= YOUR OBJECTIVE =
Where does the string "Neguebous" appear in the records? Copy each line that holds it.

Records from a data collection
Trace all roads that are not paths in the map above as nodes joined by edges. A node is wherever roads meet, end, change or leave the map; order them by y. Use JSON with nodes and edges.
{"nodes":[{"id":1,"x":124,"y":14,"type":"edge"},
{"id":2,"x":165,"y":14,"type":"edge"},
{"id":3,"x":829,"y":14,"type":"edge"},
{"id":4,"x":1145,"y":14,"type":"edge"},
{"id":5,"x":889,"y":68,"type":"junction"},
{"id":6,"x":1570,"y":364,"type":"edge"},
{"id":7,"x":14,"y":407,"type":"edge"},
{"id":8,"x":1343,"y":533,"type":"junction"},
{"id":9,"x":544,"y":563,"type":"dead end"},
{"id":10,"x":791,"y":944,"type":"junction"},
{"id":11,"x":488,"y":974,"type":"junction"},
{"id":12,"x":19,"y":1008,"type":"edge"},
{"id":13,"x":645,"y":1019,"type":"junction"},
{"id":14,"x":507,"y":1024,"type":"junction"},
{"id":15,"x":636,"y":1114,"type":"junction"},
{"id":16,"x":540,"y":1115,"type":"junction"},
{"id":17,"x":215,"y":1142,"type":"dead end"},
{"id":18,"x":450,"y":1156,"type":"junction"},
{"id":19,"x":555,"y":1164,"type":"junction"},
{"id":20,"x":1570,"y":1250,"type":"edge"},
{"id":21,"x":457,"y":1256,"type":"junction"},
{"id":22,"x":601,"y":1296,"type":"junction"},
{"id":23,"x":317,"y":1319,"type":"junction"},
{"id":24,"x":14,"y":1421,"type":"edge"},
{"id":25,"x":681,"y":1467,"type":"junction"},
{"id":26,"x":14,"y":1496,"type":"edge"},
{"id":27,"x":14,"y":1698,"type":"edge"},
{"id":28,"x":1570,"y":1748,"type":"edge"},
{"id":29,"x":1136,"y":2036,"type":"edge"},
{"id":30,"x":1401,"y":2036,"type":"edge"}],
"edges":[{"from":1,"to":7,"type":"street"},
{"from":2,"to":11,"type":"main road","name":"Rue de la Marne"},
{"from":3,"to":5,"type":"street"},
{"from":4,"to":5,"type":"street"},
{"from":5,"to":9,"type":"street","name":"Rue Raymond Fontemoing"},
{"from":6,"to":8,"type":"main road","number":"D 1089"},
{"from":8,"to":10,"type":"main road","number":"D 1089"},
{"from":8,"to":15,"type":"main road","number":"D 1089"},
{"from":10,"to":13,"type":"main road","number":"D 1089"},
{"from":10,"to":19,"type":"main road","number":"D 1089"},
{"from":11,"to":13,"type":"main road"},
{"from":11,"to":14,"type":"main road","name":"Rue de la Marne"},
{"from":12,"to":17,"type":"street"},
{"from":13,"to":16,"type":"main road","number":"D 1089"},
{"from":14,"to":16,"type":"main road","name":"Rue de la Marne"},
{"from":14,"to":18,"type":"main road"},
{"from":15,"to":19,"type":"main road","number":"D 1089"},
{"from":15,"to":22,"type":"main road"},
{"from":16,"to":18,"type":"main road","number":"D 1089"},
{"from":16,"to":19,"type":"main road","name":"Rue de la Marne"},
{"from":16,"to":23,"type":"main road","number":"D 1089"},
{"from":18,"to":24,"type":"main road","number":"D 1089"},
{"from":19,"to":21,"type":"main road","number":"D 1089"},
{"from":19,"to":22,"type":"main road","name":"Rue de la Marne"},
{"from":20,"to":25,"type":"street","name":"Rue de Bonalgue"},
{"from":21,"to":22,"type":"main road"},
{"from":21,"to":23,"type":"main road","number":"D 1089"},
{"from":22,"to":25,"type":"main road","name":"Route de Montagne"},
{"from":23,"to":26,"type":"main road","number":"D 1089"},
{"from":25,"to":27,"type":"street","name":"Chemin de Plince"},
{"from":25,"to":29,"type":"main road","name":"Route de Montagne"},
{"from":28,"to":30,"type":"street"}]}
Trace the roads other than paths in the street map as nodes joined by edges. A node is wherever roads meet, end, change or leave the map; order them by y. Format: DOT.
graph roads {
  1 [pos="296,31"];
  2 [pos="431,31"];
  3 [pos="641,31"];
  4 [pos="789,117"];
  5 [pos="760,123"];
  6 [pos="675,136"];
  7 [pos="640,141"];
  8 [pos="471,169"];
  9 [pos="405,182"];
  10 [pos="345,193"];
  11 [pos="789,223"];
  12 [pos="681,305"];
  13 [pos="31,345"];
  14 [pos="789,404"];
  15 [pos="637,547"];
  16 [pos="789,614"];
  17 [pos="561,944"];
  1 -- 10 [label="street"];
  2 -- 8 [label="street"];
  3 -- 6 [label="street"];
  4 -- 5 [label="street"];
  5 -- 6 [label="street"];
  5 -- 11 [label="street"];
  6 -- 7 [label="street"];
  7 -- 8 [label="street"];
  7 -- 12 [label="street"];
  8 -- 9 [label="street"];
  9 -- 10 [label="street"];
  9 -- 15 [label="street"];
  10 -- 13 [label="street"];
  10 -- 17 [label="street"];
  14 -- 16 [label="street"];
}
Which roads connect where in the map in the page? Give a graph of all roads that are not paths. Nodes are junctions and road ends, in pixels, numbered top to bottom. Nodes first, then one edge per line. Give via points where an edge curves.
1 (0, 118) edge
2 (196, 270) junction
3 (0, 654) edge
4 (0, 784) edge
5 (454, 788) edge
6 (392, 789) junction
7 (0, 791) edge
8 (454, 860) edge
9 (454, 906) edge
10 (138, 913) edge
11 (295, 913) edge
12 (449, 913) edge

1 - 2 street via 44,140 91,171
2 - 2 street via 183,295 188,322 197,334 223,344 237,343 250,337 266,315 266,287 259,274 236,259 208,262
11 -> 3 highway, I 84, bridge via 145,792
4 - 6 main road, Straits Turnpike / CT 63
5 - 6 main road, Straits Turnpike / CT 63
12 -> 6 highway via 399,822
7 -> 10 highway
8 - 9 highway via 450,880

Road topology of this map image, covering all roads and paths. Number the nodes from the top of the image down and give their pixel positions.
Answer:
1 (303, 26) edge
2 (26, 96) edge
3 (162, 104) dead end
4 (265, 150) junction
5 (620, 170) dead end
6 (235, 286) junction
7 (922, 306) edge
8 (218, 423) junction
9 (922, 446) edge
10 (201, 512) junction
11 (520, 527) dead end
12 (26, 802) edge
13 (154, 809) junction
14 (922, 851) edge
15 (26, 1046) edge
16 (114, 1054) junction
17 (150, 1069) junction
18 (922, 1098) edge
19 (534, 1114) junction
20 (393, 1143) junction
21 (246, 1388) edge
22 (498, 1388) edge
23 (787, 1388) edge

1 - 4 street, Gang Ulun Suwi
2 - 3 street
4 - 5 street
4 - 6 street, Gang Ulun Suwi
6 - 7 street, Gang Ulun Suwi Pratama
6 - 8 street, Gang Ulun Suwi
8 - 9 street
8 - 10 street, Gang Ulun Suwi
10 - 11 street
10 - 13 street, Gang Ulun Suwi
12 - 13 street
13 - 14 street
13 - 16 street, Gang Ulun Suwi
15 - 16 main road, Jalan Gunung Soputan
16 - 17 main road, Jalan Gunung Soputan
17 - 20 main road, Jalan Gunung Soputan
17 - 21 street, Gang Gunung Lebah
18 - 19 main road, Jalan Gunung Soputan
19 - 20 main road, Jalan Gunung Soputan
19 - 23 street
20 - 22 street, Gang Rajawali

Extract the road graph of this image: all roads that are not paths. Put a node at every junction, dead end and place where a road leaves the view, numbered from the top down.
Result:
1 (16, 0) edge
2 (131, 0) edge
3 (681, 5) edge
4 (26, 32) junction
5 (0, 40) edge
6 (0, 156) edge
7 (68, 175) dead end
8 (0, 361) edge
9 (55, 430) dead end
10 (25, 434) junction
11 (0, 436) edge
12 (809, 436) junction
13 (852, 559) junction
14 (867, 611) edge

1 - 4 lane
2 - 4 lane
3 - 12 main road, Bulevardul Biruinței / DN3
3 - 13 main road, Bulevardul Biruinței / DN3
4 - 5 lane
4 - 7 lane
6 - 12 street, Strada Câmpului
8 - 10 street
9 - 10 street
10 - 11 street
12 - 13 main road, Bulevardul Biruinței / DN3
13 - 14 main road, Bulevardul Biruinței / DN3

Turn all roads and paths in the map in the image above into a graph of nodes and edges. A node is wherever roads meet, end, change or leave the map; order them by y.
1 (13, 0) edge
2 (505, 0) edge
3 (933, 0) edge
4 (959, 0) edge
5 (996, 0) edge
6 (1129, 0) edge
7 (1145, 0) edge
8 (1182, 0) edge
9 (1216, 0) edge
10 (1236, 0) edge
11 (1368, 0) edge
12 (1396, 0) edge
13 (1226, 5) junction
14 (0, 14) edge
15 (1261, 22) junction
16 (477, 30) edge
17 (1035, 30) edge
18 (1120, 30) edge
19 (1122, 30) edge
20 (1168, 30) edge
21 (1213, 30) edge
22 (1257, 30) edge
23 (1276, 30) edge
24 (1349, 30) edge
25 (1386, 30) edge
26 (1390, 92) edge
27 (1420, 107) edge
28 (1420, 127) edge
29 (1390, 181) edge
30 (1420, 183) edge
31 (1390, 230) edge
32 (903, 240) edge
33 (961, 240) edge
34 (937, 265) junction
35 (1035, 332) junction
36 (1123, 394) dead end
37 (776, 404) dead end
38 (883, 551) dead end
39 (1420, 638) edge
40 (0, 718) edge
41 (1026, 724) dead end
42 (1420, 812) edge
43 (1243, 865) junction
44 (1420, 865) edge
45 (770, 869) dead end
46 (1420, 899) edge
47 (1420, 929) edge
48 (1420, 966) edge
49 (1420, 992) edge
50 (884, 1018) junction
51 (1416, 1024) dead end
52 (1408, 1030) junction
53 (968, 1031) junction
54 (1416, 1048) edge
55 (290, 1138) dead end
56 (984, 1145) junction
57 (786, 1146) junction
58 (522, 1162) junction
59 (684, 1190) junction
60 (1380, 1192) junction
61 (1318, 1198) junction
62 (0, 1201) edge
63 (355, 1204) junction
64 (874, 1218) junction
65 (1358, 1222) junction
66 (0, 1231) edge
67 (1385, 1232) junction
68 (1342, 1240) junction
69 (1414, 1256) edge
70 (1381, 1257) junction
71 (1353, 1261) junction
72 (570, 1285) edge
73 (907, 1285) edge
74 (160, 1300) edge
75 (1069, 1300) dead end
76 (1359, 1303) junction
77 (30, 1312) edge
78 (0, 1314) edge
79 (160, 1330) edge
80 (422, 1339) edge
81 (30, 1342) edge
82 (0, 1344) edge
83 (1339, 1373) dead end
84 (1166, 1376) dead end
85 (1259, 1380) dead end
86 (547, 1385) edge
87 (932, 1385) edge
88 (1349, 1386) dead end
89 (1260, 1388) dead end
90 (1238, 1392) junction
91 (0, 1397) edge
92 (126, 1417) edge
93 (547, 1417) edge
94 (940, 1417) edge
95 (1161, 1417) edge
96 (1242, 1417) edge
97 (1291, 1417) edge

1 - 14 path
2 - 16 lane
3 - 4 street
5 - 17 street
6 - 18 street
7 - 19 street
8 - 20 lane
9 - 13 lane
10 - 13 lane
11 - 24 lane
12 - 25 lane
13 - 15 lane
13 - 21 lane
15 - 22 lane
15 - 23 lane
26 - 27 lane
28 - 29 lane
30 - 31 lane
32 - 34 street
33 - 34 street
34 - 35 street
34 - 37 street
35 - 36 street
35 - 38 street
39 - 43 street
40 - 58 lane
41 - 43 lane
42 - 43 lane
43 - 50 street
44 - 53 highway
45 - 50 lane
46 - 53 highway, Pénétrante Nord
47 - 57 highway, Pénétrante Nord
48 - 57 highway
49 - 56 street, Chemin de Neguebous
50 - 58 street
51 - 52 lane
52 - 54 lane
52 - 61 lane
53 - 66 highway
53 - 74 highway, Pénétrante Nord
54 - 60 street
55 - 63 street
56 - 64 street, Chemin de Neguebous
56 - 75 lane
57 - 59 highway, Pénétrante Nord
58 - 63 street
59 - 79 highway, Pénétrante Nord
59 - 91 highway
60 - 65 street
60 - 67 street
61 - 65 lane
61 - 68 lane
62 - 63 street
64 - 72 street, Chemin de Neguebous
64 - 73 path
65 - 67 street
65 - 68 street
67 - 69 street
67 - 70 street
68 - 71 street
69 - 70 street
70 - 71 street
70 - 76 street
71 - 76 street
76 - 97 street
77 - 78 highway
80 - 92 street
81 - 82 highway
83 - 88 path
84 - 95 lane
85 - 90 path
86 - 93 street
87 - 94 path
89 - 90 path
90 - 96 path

= COMPLETED TASK =
49 - 56 street, Chemin de Neguebous
56 - 64 street, Chemin de Neguebous
64 - 72 street, Chemin de Neguebous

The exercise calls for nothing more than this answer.